Inclusive BDS service provision in Uganda - Lessons Learned
The 2015 Global Entrepreneurship Monitor (GEM) index ranked Uganda as one of “the most entrepreneurial economies in the world”. It is estimated that SME’s in Uganda constitute 90 per cent of the private sector and contribute approximately 75 per cent of GDP signifying their importance in the economic development of the country. However SME growth and its survival in Uganda faces severe constraints. About 78 per cent of all new SME’s in Uganda do not survive beyond their first anniversary. The main causes of these SME business failures are recapped below
The Top Twelve causes of SME business failures in Uganda
· Lack of business management and entrepreneurship skills
· Limited access to affordable finance
· Lack of business and financial planning
· Poor business records management
· Deficient corporate governance
· Poor banking and borrowing history
· A culture that disrespects business contracts
· Poor management of family businesses
· Poor savings culture
· Employing relatives and unavailability to supervise business
· Lack of financial discipline by business owners
· Short term business outlook
With such challenges of business failure, the case for BDS provision in Uganda is obvious. It not a coincidence therefore that a 2015 market survey carried out by the BID Network on BDS service provision in Uganda listed the top 5 services most demanded and most offered as being: Business plan development, Business to finance brokering, Financial management training & investment readiness Governance support and Mentoring & Coaching.
However in providing BDS to inclusive business SMEs in Uganda we at BSpace have learned some lessons which we would wish to share with other BDS providers in Uganda in order to improve the effectiveness of the current market offer. We do this in the belief that as BDS providers we are complementing each other and we are not competitors - Yet. There is still room for all of us in the BDS market space. Our Top 5 Lessons learned on BDS provision in Uganda are:
- Tailor made BDS is effective but takes time to develop and execute – Unlike other BDS service providers BSpace offers the option of tailor made BDS which takes longer to develop and execute than generic BDS but is more effective. Developing a new brand for a product can take weeks of back and forth discussions between a consultant and business owner with no decisions being made. A Go- to-market strategy takes three months to develop and execute.

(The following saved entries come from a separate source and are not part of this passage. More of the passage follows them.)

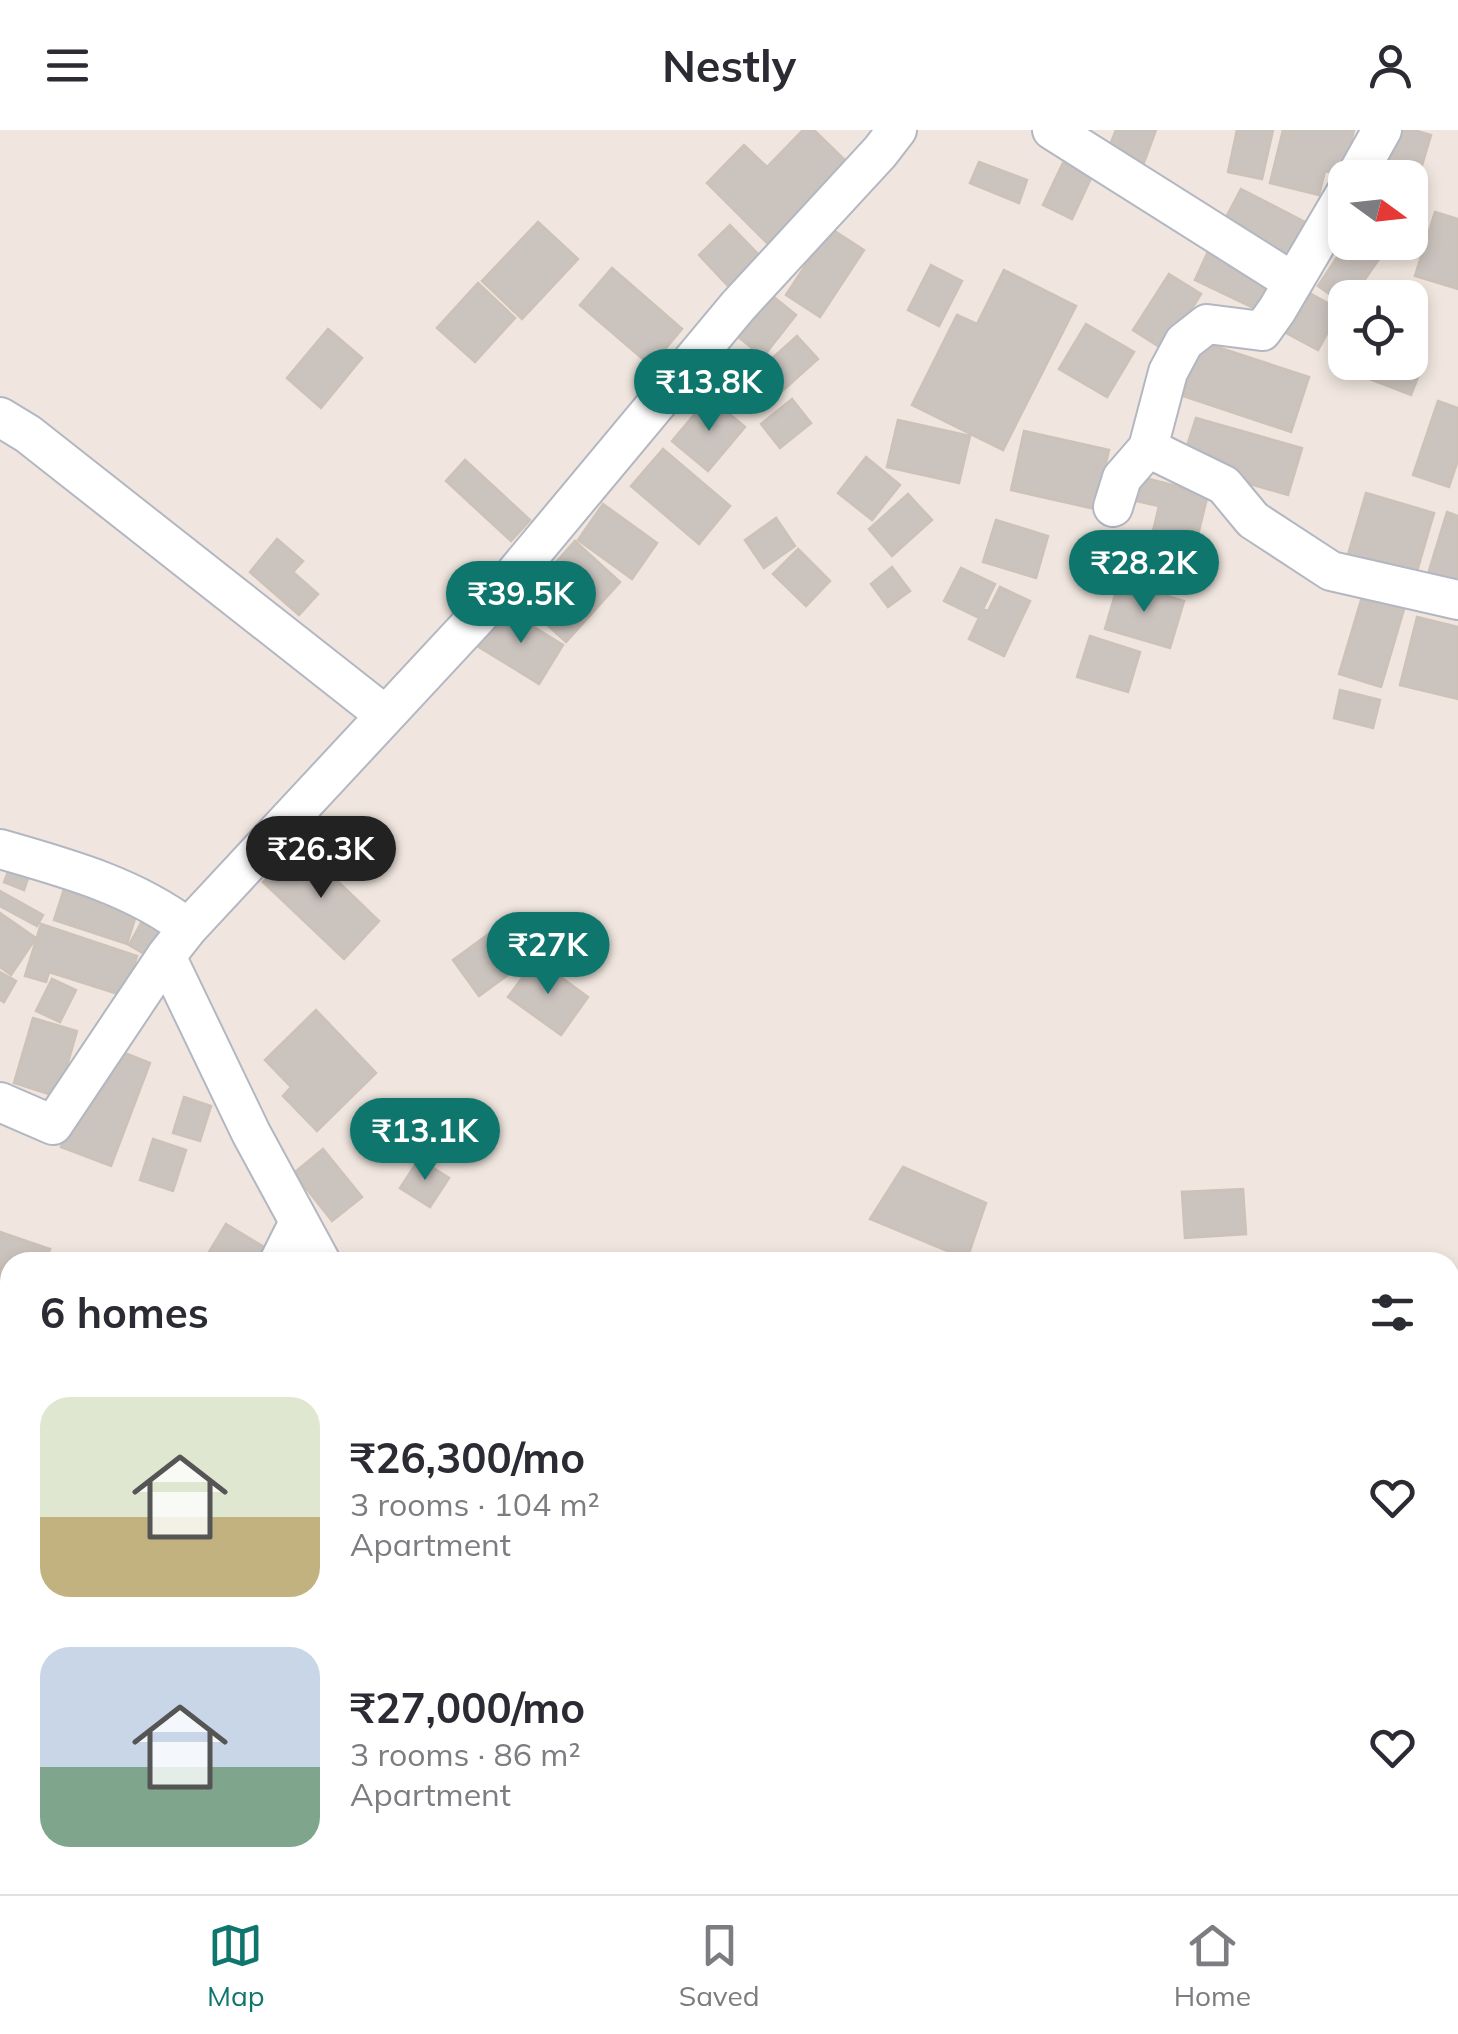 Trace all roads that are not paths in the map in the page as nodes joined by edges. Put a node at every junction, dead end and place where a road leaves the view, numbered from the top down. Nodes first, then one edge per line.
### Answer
1 (898, 130) edge
2 (1052, 130) edge
3 (1382, 130) edge
4 (1364, 160) edge
5 (1328, 223) edge
6 (1294, 282) junction
7 (0, 417) edge
8 (1148, 448) junction
9 (1113, 508) dead end
10 (1458, 600) edge
11 (385, 715) junction
12 (0, 849) edge
13 (177, 942) junction
14 (0, 1102) edge
15 (299, 1222) junction
16 (284, 1252) edge
17 (316, 1252) edge

1 - 11 street
2 - 6 street
3 - 4 street
5 - 6 street
6 - 8 street
7 - 11 street
8 - 9 street
8 - 10 street
11 - 13 street
12 - 13 street
13 - 14 street
13 - 15 street
15 - 16 street
15 - 17 street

- SMEs can pay for BDS support - A myth has been created that SMEs in Uganda are too financially constrained to pay for quality BDS. We beg to defer. Our experiences shows that quality BDS provision can unlock the willingness by SME’s to pay for BDS. However some form of initial subsidised BDS offer is necessary to get the SMES convinced to participate in any paid for, subsidised or cost sharing BDS arrangements.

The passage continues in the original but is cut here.